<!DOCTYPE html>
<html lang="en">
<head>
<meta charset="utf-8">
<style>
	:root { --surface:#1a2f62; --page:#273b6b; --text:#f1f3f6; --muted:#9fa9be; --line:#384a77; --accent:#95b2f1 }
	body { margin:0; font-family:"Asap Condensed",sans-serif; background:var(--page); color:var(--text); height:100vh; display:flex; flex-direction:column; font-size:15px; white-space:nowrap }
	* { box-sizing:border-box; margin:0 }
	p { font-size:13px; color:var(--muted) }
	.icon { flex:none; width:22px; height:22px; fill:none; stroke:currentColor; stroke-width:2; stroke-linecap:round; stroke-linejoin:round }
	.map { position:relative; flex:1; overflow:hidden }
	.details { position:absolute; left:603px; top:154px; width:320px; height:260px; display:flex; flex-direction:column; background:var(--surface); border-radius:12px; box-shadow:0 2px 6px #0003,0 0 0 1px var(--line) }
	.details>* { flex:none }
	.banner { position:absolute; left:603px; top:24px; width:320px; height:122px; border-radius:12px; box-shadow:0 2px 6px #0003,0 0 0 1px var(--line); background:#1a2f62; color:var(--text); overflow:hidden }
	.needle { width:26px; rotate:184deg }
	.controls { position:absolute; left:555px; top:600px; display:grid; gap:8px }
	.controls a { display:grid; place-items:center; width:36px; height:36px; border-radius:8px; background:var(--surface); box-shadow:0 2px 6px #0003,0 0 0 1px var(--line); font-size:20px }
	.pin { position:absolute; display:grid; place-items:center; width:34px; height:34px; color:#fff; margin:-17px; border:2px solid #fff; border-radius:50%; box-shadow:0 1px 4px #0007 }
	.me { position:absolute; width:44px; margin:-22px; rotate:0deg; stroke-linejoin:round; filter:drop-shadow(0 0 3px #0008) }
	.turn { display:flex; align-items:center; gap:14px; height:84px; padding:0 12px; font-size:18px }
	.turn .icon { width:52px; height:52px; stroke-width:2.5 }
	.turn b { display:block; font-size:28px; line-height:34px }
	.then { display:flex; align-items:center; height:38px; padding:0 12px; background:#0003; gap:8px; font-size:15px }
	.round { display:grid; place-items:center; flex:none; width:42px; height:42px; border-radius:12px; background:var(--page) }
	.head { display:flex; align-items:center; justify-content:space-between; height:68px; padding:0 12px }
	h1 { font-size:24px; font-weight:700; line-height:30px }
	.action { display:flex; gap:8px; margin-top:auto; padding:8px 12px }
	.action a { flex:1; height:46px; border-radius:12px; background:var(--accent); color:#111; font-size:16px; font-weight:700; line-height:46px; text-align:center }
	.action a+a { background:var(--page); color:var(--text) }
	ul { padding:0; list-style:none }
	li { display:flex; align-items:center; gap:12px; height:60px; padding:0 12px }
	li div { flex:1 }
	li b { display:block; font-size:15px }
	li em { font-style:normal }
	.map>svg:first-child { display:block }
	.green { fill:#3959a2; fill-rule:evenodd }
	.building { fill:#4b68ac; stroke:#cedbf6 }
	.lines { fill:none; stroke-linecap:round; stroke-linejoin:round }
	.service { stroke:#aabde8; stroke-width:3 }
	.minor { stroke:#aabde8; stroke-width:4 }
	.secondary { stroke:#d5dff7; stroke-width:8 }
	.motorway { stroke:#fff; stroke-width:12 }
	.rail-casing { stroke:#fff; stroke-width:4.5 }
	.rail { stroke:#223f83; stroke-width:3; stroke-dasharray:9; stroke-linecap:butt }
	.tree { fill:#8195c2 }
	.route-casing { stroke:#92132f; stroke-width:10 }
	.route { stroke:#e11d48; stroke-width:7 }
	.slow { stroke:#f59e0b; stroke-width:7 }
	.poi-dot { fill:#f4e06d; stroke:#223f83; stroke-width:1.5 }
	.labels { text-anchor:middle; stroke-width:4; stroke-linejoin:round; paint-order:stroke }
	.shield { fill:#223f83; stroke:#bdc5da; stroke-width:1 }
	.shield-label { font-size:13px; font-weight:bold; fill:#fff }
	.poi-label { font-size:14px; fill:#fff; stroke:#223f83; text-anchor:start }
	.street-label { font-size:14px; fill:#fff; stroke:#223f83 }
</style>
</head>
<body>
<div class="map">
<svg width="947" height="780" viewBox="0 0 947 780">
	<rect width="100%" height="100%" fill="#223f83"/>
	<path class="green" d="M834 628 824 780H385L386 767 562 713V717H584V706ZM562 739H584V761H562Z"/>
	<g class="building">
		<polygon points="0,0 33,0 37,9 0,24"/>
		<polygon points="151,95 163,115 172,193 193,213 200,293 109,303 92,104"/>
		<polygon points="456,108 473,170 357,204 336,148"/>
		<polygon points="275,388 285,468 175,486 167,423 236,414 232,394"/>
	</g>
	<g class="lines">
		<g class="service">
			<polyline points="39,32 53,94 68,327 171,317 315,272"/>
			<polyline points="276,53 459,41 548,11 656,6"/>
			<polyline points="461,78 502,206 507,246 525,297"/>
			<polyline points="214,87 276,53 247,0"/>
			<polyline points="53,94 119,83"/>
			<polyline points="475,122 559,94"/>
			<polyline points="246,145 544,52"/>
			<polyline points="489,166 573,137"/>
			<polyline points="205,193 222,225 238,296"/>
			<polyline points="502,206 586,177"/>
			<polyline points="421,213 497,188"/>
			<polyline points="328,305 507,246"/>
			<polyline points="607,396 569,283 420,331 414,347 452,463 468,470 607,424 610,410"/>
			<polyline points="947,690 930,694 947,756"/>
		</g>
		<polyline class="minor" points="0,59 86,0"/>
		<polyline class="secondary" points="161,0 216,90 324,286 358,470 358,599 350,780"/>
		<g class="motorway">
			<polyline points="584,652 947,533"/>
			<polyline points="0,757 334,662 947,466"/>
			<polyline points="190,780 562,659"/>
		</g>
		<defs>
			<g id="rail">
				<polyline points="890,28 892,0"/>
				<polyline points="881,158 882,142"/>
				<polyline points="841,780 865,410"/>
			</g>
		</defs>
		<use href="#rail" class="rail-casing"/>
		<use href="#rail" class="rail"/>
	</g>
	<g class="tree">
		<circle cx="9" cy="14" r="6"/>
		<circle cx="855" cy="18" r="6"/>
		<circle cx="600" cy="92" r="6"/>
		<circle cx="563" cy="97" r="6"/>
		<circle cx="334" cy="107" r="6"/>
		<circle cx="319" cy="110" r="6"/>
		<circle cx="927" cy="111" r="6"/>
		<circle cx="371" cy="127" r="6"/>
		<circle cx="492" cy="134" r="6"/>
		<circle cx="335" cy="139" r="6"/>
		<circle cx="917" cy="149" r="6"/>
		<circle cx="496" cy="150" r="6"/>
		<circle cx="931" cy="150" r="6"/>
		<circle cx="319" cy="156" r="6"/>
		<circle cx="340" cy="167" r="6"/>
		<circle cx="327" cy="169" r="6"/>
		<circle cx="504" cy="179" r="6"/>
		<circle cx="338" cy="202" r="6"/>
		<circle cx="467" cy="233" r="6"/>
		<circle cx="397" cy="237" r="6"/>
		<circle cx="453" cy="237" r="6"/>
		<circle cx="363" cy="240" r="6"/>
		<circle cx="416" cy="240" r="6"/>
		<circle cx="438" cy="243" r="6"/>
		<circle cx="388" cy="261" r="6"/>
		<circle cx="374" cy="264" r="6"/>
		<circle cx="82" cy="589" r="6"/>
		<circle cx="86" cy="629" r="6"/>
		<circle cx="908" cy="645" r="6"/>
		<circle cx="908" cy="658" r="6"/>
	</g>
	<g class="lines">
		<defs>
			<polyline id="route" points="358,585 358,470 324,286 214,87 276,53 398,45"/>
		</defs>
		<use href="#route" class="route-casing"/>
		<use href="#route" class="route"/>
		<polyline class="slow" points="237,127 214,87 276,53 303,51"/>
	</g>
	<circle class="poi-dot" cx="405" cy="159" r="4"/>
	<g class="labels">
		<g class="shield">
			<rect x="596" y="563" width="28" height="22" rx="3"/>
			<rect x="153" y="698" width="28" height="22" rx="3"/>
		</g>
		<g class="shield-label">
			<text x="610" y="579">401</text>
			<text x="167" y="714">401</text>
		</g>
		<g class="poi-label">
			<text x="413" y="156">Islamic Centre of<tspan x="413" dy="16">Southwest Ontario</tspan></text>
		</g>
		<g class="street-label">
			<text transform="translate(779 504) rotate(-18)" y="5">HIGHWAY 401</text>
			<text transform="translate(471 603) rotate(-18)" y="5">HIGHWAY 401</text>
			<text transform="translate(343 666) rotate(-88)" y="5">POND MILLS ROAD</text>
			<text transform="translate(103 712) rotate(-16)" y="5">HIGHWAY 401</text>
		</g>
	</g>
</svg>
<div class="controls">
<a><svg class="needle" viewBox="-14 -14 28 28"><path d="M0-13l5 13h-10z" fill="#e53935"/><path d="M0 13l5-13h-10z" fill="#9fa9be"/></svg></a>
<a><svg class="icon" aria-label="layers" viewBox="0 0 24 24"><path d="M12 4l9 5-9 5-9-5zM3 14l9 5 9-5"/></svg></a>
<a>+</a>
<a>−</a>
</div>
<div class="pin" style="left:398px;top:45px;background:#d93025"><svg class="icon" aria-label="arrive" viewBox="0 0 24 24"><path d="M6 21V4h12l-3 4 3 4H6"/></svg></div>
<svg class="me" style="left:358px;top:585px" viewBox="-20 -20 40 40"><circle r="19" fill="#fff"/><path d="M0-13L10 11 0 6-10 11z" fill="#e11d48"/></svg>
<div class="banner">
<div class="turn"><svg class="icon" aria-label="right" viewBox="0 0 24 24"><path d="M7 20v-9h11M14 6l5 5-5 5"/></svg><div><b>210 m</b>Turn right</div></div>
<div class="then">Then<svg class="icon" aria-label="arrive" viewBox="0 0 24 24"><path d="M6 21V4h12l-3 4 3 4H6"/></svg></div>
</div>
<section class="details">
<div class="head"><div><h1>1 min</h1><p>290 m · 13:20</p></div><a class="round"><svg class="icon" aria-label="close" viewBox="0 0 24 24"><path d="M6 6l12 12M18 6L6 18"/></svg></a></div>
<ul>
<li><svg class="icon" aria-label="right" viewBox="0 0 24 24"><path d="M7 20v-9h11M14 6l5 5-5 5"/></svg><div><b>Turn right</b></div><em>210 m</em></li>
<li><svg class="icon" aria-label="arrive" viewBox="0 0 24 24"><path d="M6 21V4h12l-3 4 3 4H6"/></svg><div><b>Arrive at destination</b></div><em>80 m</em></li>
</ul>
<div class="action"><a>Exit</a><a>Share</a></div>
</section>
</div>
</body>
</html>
──────────────────────────────
— Assigned task —
Reproduce the entries exactly, but only from their first line to the line holding "display:grid; place-items:center; width:36px;", with that last line kept.

— Solution to this task —
<!DOCTYPE html>
<html lang="en">
<head>
<meta charset="utf-8">
<style>
	:root { --surface:#1a2f62; --page:#273b6b; --text:#f1f3f6; --muted:#9fa9be; --line:#384a77; --accent:#95b2f1 }
	body { margin:0; font-family:"Asap Condensed",sans-serif; background:var(--page); color:var(--text); height:100vh; display:flex; flex-direction:column; font-size:15px; white-space:nowrap }
	* { box-sizing:border-box; margin:0 }
	p { font-size:13px; color:var(--muted) }
	.icon { flex:none; width:22px; height:22px; fill:none; stroke:currentColor; stroke-width:2; stroke-linecap:round; stroke-linejoin:round }
	.map { position:relative; flex:1; overflow:hidden }
	.details { position:absolute; left:603px; top:154px; width:320px; height:260px; display:flex; flex-direction:column; background:var(--surface); border-radius:12px; box-shadow:0 2px 6px #0003,0 0 0 1px var(--line) }
	.details>* { flex:none }
	.banner { position:absolute; left:603px; top:24px; width:320px; height:122px; border-radius:12px; box-shadow:0 2px 6px #0003,0 0 0 1px var(--line); background:#1a2f62; color:var(--text); overflow:hidden }
	.needle { width:26px; rotate:184deg }
	.controls { position:absolute; left:555px; top:600px; display:grid; gap:8px }
	.controls a { display:grid; place-items:center; width:36px; height:36px; border-radius:8px; background:var(--surface); box-shadow:0 2px 6px #0003,0 0 0 1px var(--line); font-size:20px }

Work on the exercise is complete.